Вот это и значит – думать и чувствовать по-достоевски!

Достоевский – мессианистический Диккенс, занятый идеей усовершенствовать мир христианским гуманизмом. Он пишет шершаво и скоро, всегда близкий к остросюжетной фабуле и детективным ходам, внедряя в классическую интригу квазидиккенсовский сентиментализм и мелодраматичность – вместе с пафосом религиозного правдоискательства и нравственного экстремизма, свойственного русскому сознанию, которое есть просто доведение нравственности до последних пределов – в искусительном стремлении к абсурдности и страданиям, которые играют примерно такую же роль, как в известной поговорке: очень полезные вещи в отсутствие иных качеств.

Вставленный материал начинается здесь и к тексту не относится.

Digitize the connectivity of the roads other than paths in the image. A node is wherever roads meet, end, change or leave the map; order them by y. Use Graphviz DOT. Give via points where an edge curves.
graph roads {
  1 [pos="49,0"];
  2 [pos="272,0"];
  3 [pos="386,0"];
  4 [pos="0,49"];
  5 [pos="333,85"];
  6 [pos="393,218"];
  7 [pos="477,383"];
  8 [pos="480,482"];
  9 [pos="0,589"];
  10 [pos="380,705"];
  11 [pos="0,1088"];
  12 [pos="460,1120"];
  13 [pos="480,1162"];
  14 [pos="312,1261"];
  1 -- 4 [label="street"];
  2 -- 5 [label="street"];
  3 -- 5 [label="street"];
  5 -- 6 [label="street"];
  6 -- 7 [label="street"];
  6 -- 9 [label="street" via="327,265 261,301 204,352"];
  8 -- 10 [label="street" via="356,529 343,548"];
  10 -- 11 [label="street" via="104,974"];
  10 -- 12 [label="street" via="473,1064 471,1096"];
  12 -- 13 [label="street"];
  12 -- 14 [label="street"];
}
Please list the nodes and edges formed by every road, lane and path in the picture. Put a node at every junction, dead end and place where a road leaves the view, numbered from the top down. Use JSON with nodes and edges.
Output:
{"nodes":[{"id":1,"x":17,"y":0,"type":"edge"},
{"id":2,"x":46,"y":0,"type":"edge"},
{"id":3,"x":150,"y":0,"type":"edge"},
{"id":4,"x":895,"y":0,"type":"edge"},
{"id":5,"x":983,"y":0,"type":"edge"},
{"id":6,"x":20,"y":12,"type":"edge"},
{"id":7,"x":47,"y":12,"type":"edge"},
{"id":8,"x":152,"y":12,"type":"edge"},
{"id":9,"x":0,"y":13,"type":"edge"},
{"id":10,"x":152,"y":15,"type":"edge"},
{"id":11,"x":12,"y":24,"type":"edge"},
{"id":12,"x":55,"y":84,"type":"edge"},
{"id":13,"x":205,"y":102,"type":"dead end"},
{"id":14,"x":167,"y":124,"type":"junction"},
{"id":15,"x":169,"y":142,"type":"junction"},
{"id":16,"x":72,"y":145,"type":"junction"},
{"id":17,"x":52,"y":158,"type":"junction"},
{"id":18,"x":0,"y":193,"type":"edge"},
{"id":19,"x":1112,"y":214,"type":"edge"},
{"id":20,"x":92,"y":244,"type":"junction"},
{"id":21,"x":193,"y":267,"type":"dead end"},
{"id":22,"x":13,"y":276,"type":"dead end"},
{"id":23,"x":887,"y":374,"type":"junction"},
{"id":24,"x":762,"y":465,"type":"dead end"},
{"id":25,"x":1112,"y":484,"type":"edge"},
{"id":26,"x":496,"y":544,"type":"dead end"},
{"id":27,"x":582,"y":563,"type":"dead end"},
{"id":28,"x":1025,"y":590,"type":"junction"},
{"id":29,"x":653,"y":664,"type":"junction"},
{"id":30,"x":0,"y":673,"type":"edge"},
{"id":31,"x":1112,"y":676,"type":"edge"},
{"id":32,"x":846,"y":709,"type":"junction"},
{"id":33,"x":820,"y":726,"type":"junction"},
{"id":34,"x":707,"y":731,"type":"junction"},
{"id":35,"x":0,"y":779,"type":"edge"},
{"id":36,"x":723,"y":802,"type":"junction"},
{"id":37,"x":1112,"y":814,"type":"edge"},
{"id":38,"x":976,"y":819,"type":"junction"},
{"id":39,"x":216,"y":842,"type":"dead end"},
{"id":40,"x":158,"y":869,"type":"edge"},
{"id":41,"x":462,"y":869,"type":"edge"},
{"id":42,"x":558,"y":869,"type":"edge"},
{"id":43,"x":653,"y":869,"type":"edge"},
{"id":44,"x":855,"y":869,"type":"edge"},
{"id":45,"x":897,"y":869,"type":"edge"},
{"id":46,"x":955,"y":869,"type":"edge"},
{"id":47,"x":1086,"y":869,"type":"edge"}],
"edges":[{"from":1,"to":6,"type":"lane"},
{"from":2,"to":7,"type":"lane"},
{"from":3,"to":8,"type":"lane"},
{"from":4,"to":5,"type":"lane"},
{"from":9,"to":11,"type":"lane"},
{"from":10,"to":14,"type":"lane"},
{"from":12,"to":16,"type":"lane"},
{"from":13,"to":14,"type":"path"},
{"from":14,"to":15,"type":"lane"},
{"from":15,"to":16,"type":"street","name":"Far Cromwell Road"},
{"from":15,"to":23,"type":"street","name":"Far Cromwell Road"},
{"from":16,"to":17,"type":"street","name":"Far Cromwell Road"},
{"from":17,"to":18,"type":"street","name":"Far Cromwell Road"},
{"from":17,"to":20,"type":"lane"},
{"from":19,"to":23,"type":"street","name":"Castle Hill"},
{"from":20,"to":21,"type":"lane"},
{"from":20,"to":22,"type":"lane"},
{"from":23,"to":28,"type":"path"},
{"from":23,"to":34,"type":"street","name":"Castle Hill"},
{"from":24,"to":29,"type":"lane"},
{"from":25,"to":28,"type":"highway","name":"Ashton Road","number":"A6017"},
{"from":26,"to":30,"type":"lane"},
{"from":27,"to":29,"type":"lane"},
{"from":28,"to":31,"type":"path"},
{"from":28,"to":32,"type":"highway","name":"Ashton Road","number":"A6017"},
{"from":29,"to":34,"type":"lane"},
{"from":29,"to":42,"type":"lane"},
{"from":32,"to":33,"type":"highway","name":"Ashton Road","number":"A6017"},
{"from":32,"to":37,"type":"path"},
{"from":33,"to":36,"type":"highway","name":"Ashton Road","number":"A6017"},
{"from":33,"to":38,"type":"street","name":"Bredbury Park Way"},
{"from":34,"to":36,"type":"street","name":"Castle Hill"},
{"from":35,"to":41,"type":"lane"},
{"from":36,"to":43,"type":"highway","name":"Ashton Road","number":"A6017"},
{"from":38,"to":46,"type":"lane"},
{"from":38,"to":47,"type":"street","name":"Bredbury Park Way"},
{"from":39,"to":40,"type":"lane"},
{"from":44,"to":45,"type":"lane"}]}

Вообще, русская литература бьет все рекорды по количеству мировых проблем на одно произведение. Позаимствовав у Запада саму проблематику, русская литература застыла перед открывшимися ей задачами на десятилетия, пытаясь на художественном уровне решить вопросы, которые Запад пытался решить на философском. Результат – великая философия на Западе (немецкая) и великая литература в России. Но так как, в отличие от философии, литература вещь гораздо более доступная и привлекательная – “последние вопросы” заразили умы несравненно большее число россиян, чем немцев. Не проблемы искусства, а проблемы смысла бытия интересовали русскую интеллигентную молодежь прежде всего. И интересовали ее совершенно бескорыстно – в отличие от каких-нибудь русских раскольников или вообще простого русского человека, так же склонного увлекаться отвлеченностями, но которые, собственно, и не были для него абстракцией, а непосредственно влияли на его жизнь, протекающую всегда на грани и у последней черты.

 

Естественно, что подавляющее большинство русских интеллигентных мальчиков увидело решение последних вопросов в социальной борьбе, а не, скажем, в искусстве или в простой гражданской или частной практической деятельности, – что простительно в нормальных государствах. А у нас государство ненормальное, нелепое, ненадежное и т.д., не из чего стараться. Революция же – вещь интересная, гораздо более интересная, чем даже искусство. И несомненный, не смирившийся революционер и бунтарь Достоевский первый разглядел, что революция в России произойдет прежде всего из-за ненависти, боязни и неудовлетворенности ею, Россией, – и имеет мало отношения и к правде, и к свободе и к любви к народу. И даже увлечение атеизмом – лишь в пику и назло.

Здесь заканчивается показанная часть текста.